» **Task requirements**: Read through the lines below and copy the ones holding the string "Harbrook".

═══

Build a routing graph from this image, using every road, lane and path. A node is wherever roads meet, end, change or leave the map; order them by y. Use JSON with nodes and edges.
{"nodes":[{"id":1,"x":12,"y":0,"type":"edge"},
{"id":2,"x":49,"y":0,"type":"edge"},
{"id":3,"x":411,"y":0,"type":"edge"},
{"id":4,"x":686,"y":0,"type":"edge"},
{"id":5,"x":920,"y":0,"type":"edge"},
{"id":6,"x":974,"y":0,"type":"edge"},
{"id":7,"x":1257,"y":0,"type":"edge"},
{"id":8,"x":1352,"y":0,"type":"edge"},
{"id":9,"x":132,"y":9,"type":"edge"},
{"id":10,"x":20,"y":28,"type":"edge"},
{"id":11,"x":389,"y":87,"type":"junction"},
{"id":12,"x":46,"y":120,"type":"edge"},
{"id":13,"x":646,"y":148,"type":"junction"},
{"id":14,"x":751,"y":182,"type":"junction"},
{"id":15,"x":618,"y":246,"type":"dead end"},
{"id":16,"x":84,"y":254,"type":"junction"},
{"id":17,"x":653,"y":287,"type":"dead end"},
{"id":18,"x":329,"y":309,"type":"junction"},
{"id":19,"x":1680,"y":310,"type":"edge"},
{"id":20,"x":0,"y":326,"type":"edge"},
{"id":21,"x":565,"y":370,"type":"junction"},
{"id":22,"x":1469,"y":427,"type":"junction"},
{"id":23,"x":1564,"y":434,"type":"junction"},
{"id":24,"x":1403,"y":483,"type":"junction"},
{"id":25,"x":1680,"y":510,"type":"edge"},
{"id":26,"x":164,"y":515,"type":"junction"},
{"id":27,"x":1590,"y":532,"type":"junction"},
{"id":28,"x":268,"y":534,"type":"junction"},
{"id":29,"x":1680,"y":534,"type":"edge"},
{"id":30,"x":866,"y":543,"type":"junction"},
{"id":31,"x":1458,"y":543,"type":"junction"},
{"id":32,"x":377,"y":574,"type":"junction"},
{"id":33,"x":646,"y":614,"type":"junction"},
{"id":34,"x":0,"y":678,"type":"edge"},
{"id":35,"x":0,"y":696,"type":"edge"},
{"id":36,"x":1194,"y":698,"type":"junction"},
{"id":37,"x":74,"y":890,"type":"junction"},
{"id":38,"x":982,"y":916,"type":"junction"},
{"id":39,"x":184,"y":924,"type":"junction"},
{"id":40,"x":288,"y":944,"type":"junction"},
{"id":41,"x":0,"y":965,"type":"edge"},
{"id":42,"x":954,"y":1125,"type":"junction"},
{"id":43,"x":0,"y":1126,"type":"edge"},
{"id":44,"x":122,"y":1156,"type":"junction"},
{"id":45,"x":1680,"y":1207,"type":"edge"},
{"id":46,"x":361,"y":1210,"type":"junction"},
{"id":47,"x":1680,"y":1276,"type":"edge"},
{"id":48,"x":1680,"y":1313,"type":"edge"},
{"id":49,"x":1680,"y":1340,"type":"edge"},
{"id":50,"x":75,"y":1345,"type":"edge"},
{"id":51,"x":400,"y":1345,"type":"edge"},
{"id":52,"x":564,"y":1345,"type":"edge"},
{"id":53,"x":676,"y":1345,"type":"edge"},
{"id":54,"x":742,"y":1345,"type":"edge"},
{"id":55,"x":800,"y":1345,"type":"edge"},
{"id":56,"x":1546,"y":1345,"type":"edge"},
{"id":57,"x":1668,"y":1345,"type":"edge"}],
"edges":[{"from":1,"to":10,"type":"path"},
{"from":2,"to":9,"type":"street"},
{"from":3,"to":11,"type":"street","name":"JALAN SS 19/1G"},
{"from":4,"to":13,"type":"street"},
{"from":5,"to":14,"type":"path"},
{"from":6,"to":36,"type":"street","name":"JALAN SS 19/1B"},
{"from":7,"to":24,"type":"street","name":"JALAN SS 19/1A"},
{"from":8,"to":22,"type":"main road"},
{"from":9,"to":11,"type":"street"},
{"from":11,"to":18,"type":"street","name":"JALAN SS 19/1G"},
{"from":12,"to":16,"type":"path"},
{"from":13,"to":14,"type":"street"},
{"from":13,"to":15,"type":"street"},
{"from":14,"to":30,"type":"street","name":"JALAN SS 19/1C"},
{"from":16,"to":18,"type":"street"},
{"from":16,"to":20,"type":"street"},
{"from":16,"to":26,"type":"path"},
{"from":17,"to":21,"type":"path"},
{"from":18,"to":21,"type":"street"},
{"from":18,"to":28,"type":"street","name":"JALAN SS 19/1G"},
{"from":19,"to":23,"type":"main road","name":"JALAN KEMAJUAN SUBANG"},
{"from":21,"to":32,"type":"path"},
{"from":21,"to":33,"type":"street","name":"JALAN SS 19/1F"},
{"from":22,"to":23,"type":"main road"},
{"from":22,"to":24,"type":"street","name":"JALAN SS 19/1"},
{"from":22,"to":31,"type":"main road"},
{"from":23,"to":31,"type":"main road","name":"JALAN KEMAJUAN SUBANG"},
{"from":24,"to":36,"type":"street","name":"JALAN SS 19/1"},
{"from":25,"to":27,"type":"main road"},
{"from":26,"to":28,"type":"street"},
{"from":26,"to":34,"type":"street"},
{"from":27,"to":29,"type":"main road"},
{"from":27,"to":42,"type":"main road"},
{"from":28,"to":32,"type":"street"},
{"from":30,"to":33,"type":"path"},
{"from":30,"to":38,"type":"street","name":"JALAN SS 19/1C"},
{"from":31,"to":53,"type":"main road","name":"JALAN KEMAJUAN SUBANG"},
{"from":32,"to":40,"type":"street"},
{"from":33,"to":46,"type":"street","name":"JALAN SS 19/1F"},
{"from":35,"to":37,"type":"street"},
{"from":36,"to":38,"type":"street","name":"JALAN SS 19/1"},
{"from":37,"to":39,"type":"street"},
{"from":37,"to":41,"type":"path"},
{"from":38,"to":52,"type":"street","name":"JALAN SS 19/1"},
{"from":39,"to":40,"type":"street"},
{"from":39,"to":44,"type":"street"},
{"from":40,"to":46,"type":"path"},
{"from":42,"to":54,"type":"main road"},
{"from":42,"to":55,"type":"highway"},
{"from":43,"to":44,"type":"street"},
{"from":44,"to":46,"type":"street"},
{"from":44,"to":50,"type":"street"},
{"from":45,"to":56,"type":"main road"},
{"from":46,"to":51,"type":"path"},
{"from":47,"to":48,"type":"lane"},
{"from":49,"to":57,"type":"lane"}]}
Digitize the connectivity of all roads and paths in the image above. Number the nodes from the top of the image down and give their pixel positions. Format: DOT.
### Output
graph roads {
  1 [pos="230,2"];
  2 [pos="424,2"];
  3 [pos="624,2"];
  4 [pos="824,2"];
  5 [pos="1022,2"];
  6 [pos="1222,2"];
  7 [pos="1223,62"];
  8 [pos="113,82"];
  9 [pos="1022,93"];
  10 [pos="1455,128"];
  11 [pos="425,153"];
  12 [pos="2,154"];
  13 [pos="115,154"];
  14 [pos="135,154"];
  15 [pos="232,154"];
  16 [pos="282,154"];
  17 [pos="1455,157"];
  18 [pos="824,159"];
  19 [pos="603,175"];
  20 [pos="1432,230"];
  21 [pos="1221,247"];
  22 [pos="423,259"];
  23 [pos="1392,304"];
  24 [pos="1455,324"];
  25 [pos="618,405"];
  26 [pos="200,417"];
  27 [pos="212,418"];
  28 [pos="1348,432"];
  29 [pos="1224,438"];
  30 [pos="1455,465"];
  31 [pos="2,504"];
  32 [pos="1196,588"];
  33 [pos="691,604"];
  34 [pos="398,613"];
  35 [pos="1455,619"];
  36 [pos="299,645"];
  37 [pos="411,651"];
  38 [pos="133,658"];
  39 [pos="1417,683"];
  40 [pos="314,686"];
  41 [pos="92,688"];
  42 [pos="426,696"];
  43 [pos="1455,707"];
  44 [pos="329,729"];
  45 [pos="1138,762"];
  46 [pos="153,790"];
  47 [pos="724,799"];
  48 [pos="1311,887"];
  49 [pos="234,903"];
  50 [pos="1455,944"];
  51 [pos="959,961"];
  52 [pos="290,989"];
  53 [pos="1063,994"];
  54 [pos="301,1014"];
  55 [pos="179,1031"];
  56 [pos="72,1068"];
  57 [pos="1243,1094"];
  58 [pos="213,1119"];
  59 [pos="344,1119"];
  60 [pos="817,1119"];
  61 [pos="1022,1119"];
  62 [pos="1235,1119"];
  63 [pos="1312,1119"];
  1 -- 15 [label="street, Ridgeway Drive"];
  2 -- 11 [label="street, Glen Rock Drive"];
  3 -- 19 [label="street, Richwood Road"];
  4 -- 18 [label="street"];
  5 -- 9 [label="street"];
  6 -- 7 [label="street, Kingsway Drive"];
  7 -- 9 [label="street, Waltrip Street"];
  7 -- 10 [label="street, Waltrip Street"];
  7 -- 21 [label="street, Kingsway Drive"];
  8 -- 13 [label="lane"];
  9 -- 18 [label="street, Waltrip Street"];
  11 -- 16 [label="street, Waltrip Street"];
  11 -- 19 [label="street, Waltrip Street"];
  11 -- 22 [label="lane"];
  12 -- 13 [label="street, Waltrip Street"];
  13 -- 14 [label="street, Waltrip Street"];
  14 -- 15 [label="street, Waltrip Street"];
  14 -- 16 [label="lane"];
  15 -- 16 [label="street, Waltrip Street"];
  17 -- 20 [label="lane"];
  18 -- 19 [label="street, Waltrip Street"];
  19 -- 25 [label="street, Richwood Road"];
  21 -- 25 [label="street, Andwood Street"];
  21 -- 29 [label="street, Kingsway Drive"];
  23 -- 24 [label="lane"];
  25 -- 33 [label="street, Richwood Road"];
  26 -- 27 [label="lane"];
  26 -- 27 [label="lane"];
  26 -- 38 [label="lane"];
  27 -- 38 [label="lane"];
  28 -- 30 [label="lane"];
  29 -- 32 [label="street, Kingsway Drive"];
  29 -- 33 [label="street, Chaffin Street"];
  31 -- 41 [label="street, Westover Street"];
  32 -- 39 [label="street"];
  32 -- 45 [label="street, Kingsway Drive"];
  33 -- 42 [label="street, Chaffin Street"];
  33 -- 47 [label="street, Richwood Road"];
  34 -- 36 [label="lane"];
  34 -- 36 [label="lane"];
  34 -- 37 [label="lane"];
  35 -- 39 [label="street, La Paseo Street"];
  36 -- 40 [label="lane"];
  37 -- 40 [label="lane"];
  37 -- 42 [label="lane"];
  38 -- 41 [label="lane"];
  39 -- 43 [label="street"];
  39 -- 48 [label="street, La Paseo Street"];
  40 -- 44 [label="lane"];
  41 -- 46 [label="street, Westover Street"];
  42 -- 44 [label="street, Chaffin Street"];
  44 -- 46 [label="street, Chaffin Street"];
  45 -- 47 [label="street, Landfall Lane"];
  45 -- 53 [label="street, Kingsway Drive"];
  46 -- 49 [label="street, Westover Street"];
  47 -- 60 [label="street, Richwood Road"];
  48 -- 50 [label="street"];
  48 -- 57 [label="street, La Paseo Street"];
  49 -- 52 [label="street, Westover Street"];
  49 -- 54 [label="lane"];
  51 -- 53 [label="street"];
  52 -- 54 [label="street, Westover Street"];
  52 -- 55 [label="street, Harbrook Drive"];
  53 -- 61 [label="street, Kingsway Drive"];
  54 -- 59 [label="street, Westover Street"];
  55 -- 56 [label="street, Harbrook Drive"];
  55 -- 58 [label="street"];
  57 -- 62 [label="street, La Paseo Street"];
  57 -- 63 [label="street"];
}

═══

» **Answer below**:
  52 -- 55 [label="street, Harbrook Drive"];
  55 -- 56 [label="street, Harbrook Drive"];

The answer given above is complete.